And, unlike a traditional army, the Army of Civility needs only a few volunteers. In Stride Toward Freedom, King wrote of Gandhi that, "Mahatma Gandhi never had more than one hundred persons absolutely committed to his philosophy. But with this small group of devoted followers, he galvanized the whole of India, and through a magnificent feat of nonviolence challenged the might of the British Empire and won freedom for his people."
King also quoted Henry David Thoreau:
“I know this well, that if one thousand, if one hundred, if ten men whom I could name—if ten honest men only—aye, if one honest man, in the state of Massachusetts, ceasing to hold slaves, were actually to withdraw from the copartnership, and be locked up in the county jail therefore, it would be the abolition of slavery in America. For it matters not how small the beginning may seem to be, what is once well done is done forever.”

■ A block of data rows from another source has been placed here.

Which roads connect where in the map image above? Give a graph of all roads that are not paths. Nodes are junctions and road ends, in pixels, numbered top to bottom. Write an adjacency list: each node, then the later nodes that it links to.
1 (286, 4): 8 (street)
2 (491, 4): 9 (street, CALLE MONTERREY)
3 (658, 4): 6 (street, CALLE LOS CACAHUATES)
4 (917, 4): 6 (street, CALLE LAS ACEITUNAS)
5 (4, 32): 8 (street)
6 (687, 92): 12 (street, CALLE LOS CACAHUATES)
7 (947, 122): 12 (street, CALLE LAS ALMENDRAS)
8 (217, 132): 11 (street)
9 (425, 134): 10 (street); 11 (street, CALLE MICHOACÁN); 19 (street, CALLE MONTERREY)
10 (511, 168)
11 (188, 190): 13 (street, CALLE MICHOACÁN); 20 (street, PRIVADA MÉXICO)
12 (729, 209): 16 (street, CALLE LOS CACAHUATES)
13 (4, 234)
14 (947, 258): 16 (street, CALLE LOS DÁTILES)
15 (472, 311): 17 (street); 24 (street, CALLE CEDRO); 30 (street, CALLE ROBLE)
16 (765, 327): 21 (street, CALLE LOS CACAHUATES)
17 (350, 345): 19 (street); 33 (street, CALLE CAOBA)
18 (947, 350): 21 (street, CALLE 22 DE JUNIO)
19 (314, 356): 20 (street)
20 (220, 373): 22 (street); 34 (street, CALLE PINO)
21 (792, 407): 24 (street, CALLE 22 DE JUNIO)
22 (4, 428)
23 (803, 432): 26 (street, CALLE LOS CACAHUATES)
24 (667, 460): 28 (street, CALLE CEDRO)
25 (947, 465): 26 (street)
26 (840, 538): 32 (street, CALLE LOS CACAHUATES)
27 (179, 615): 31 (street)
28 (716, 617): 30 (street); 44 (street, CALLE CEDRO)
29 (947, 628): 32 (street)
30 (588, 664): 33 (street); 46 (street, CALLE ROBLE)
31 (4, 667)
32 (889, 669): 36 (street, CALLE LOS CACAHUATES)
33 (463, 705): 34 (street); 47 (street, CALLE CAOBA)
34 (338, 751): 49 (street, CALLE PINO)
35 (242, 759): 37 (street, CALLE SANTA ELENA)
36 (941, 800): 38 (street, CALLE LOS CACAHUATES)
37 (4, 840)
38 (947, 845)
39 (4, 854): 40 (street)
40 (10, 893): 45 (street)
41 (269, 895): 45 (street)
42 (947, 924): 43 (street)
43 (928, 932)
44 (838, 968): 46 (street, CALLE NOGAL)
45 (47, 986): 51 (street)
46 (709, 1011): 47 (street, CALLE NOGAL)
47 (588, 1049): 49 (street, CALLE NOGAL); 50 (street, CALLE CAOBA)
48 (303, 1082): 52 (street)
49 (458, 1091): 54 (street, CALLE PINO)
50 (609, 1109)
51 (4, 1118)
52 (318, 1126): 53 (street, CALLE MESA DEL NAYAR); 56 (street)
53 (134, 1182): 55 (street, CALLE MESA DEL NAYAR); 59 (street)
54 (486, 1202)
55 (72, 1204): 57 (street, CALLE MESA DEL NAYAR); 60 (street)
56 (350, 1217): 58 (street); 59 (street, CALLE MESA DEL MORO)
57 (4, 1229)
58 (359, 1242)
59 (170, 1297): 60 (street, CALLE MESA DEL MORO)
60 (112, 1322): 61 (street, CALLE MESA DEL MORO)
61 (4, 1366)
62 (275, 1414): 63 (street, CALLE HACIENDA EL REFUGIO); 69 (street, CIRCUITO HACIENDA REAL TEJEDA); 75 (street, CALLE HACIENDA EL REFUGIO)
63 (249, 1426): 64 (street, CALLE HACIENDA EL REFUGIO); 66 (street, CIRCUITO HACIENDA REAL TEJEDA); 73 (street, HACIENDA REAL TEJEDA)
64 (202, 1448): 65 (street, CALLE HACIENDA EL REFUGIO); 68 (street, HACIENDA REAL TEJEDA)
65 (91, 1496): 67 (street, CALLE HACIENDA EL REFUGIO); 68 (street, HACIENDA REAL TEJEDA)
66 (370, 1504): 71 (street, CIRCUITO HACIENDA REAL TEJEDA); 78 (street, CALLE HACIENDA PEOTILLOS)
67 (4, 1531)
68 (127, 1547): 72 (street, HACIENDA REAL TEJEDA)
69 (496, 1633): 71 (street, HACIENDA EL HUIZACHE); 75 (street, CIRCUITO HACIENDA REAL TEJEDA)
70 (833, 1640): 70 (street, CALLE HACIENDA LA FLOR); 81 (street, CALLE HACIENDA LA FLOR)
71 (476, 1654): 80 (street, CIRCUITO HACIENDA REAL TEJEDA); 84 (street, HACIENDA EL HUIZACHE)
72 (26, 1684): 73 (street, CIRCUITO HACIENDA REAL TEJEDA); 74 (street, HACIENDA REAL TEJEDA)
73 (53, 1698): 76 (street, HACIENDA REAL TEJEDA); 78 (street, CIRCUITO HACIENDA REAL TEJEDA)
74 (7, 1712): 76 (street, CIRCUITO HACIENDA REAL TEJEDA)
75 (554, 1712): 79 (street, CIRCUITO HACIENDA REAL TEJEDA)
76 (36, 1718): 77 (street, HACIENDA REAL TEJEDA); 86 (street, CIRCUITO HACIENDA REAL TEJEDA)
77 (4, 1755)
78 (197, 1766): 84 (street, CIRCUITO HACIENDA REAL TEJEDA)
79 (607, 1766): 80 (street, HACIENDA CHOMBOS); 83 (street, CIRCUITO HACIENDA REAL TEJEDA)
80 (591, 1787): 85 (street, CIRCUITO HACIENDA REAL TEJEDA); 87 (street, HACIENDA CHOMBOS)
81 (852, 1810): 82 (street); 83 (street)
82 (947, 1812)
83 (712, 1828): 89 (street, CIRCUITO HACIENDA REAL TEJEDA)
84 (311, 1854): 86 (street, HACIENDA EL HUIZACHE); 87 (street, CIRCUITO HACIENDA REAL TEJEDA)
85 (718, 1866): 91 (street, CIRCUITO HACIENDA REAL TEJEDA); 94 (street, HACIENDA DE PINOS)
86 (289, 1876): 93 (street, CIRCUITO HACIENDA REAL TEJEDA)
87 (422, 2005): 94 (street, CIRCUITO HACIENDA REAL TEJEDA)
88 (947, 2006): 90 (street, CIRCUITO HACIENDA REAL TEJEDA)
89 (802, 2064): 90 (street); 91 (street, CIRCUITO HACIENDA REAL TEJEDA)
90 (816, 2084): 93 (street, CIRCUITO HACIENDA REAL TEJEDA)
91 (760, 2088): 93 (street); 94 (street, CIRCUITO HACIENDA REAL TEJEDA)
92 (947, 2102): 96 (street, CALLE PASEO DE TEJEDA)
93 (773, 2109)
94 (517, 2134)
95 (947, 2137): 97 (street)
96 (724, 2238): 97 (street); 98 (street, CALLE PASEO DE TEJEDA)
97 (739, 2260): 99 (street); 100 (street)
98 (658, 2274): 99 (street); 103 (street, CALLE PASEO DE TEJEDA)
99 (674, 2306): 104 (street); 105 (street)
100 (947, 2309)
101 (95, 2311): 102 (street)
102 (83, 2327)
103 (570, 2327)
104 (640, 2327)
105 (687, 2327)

This is more true today than it ever was. King's nonviolent army needed the attention of the press in order to reach the eyes and change the hearts of people far away. But we have social media. So many of our political disagreements take place on social media; and on social media, every one of us is in a fishbowl. When we are civil to our opponents on X, thousands of people see that interaction–and think just a little bit better of our cause as a result.
So here's our exercise this week, as a community of practice. Next time someone insults you or attacks your politics, take the time to respond with civility and love. Afterwards, check your own psychology and ask yourself if that was harder or easier than fighting fire with fire.
And let us know what you discover.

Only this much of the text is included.